The peer case consultation is another important aspect of the project, which relies on external consultants from the Brandenburg Regional Office for Education, Integration and Democracy (RAA). The RAA has been supporting schools with specific problems since the 1990s. In the model project, the consultants visit the participating schools five times a year and provide teachers with assistance on current cases in a small, protected space. This regular, professional support is highly appreciated by the schools, says Dannemann. The counselors, in turn, are supported by training measures within the model project as well. Networking workshops also strengthen the bridges between schools and extracurricular associations, initiatives and foundations in order to channel the available expertise to where it is needed.

The experiences from the previous project in Saxony show: Teachers who have gone through the model project feel more confident in dealing with anti-democratic positions, are better able to assess situations, and are capable of taking action. The Brandenburg project is also being scientifically evaluated. Before and after the workshops, the research team surveys the teachers’ level of knowledge about anti-democratic attitudes, what they perceive as particularly helpful, and how their confidence in arguing and taking action has evolved. A team from the University of Eichstätt, which accompanies the workshops, is also evaluating all current project locations with questionnaires and group interviews.

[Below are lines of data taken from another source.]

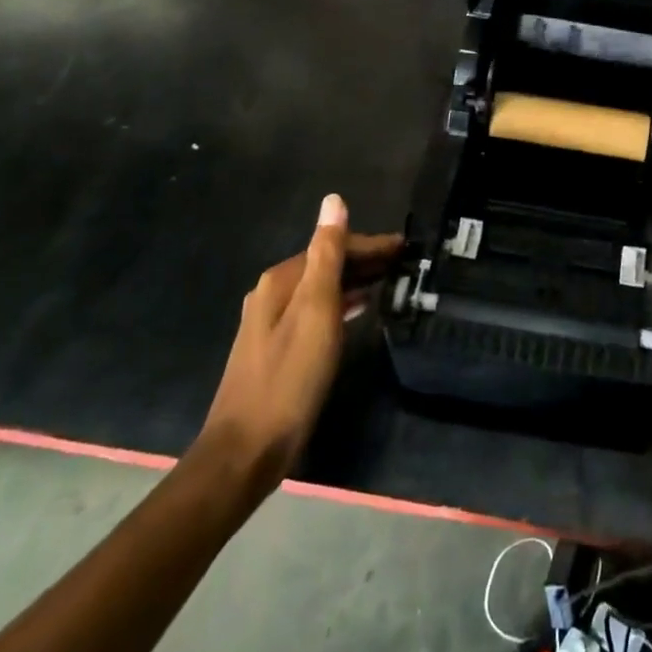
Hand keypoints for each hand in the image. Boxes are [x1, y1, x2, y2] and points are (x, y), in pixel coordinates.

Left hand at [195, 195, 400, 503]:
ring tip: (389, 283)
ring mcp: (270, 322)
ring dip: (355, 281)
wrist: (246, 451)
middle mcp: (272, 293)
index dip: (370, 244)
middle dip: (364, 260)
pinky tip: (357, 312)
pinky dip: (341, 303)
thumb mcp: (316, 310)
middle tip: (404, 264)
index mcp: (281, 280)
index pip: (333, 246)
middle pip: (325, 264)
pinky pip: (316, 310)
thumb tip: (333, 200)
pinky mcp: (275, 348)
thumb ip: (327, 254)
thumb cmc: (290, 377)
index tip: (406, 248)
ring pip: (321, 288)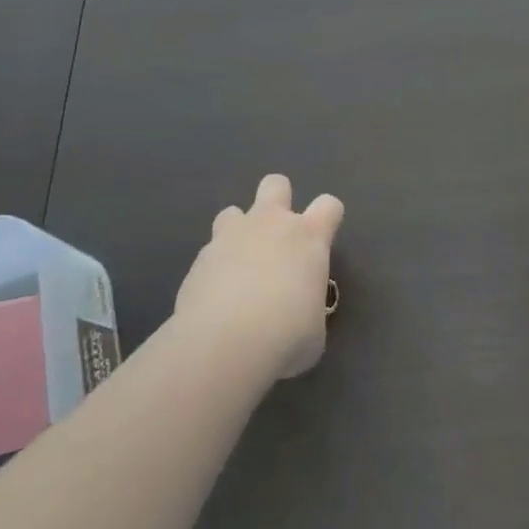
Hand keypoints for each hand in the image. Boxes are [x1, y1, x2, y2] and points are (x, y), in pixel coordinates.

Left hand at [174, 174, 343, 379]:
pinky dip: (213, 270)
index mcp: (309, 237)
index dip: (328, 219)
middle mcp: (270, 224)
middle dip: (277, 201)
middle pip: (276, 184)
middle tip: (275, 238)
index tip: (322, 241)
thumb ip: (307, 307)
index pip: (329, 205)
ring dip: (237, 233)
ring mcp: (231, 236)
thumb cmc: (287, 336)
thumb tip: (297, 315)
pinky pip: (209, 253)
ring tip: (237, 267)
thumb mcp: (314, 329)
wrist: (226, 344)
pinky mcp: (199, 259)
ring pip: (233, 212)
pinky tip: (214, 299)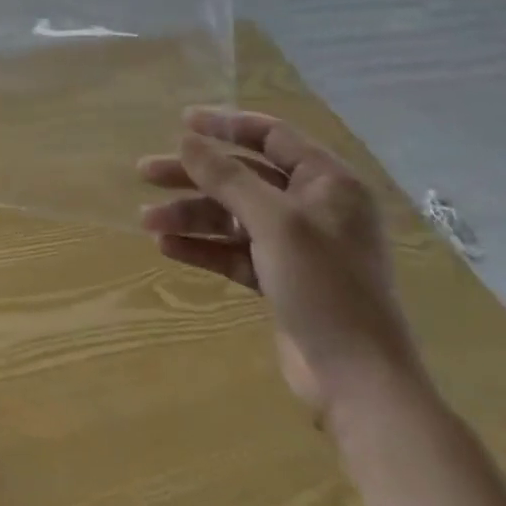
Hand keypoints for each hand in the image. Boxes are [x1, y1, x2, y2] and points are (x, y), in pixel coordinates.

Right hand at [139, 108, 423, 423]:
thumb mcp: (274, 222)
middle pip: (243, 176)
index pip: (272, 136)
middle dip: (194, 175)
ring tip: (147, 220)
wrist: (358, 382)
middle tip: (146, 172)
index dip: (225, 126)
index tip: (181, 122)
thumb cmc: (325, 286)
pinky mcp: (281, 279)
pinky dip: (203, 247)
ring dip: (191, 215)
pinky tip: (167, 247)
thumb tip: (186, 140)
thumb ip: (227, 177)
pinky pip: (234, 250)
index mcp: (328, 183)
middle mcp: (314, 207)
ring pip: (233, 215)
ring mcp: (297, 246)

Shift in discourse to the right

The project in Brandenburg has only just begun. But for Dannemann, one thing is already clear: “It won’t be over after three years.” Statements that violate human rights are not only found in school but increasingly in the wider society. Anyone who disagrees with such positions is quickly seen as an opponent of freedom of expression. Researchers have actually been observing a shift in discourse to the right for several years now. Extreme right-wing positions are gradually becoming acceptable in the “middle of society”. “What does that do to the values and norms of a democratic society?” Dannemann asks. “What is happening right now in everyday school life and how can we intervene? That’s something society and academia need to address in the long term.”

“Strong Teachers – Strong Students” is therefore intended to have an impact beyond the end of the project. Based on the project results, the researchers will develop modules for further training. They are going to publish a brochure with contact persons for the vocational colleges and a “toolbox”, as well as prepare a collection of analyzed case studies. Helpful structures that already exist at the schools are to be supplemented and strengthened. Because no one should be left alone with these problems, Dannemann thinks. He hopes that some of the project participants will become multipliers in their schools, helping their colleagues stand up to discrimination and anti-democracy in the future. “There is no patent remedy for this,” the researcher emphasizes. “But it depends on the stance you take or develop."

The Project

“Strong Teachers – Strong Students“ is a model project in Brandenburg that provides participating teachers with factual and methodological basic and background knowledge to be able to respond to discriminatory and anti-democratic positions at vocational schools. Besides the Chair for Political Education of the University of Potsdam, cooperation partners and funding institutions of the project include the Brandenburg Ministry for Education, Youth, and Sport (MBJS), the Federal Agency for Civic Education (bpb), and the Robert-Bosch-Stiftung (RBS).
Duration: 2021–2023
www.uni-potsdam.de/de/politische-bildung/1/modellprojekt-starke-lehrerinnen-starke-schuelerinnen-in-brandenburg

The Researcher

Udo Dannemann studied politics and mathematics for the teaching profession at the University of Oldenburg and the University of Bremen. He was a teacher in Lisbon and Berlin and is currently writing his doctoral thesis on socio-scientific education at school in the model project “Strong Teachers – Strong Students” at the University of Potsdam.
Mail: dannemannuni-potsdamde

 

This text was published in the university magazine Portal Wissen - Eins 2022 „Zusammen“.